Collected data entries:

----------

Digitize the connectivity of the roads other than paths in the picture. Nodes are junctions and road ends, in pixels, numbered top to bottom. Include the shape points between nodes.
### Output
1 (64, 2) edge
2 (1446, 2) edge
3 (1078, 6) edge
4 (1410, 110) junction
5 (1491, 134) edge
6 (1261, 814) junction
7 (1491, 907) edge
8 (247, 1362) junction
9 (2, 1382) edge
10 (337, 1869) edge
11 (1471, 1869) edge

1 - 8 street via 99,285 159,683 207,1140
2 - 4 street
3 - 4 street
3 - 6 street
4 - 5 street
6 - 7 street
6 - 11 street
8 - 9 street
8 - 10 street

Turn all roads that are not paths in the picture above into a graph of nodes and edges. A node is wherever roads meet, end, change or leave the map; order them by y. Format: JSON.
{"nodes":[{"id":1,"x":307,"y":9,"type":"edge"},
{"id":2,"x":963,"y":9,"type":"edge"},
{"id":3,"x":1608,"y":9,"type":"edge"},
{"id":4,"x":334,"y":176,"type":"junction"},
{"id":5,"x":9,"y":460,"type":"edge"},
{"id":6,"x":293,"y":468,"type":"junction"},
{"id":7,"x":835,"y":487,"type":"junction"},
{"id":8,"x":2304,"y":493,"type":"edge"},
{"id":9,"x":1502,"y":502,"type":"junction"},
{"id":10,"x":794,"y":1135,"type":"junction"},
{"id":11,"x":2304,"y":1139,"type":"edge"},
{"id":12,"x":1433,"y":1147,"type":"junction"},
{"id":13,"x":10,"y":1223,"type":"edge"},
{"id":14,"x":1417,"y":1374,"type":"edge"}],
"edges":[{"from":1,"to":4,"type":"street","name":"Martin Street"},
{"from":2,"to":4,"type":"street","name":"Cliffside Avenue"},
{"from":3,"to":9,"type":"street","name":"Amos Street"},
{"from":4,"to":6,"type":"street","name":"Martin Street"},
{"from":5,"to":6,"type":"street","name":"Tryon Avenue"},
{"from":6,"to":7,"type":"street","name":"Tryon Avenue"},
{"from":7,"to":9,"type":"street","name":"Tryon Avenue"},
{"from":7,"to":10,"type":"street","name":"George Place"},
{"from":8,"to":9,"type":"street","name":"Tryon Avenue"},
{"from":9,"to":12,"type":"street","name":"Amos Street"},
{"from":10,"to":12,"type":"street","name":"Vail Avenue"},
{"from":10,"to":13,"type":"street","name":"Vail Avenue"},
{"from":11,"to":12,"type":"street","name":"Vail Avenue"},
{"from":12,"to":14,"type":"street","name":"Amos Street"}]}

----------

Transcribe each entry exactly as it appears.

Digitize the connectivity of the roads other than paths in the picture. Nodes are junctions and road ends, in pixels, numbered top to bottom. Include the shape points between nodes.
### Output
1 (64, 2) edge
2 (1446, 2) edge
3 (1078, 6) edge
4 (1410, 110) junction
5 (1491, 134) edge
6 (1261, 814) junction
7 (1491, 907) edge
8 (247, 1362) junction
9 (2, 1382) edge
10 (337, 1869) edge
11 (1471, 1869) edge

1 - 8 street via 99,285 159,683 207,1140
2 - 4 street
3 - 4 street
3 - 6 street
4 - 5 street
6 - 7 street
6 - 11 street
8 - 9 street
8 - 10 street

Turn all roads that are not paths in the picture above into a graph of nodes and edges. A node is wherever roads meet, end, change or leave the map; order them by y. Format: JSON.
{"nodes":[{"id":1,"x":307,"y":9,"type":"edge"},
{"id":2,"x":963,"y":9,"type":"edge"},
{"id":3,"x":1608,"y":9,"type":"edge"},
{"id":4,"x":334,"y":176,"type":"junction"},
{"id":5,"x":9,"y":460,"type":"edge"},
{"id":6,"x":293,"y":468,"type":"junction"},
{"id":7,"x":835,"y":487,"type":"junction"},
{"id":8,"x":2304,"y":493,"type":"edge"},
{"id":9,"x":1502,"y":502,"type":"junction"},
{"id":10,"x":794,"y":1135,"type":"junction"},
{"id":11,"x":2304,"y":1139,"type":"edge"},
{"id":12,"x":1433,"y":1147,"type":"junction"},
{"id":13,"x":10,"y":1223,"type":"edge"},
{"id":14,"x":1417,"y":1374,"type":"edge"}],
"edges":[{"from":1,"to":4,"type":"street","name":"Martin Street"},
{"from":2,"to":4,"type":"street","name":"Cliffside Avenue"},
{"from":3,"to":9,"type":"street","name":"Amos Street"},
{"from":4,"to":6,"type":"street","name":"Martin Street"},
{"from":5,"to":6,"type":"street","name":"Tryon Avenue"},
{"from":6,"to":7,"type":"street","name":"Tryon Avenue"},
{"from":7,"to":9,"type":"street","name":"Tryon Avenue"},
{"from":7,"to":10,"type":"street","name":"George Place"},
{"from":8,"to":9,"type":"street","name":"Tryon Avenue"},
{"from":9,"to":12,"type":"street","name":"Amos Street"},
{"from":10,"to":12,"type":"street","name":"Vail Avenue"},
{"from":10,"to":13,"type":"street","name":"Vail Avenue"},
{"from":11,"to":12,"type":"street","name":"Vail Avenue"},
{"from":12,"to":14,"type":"street","name":"Amos Street"}]}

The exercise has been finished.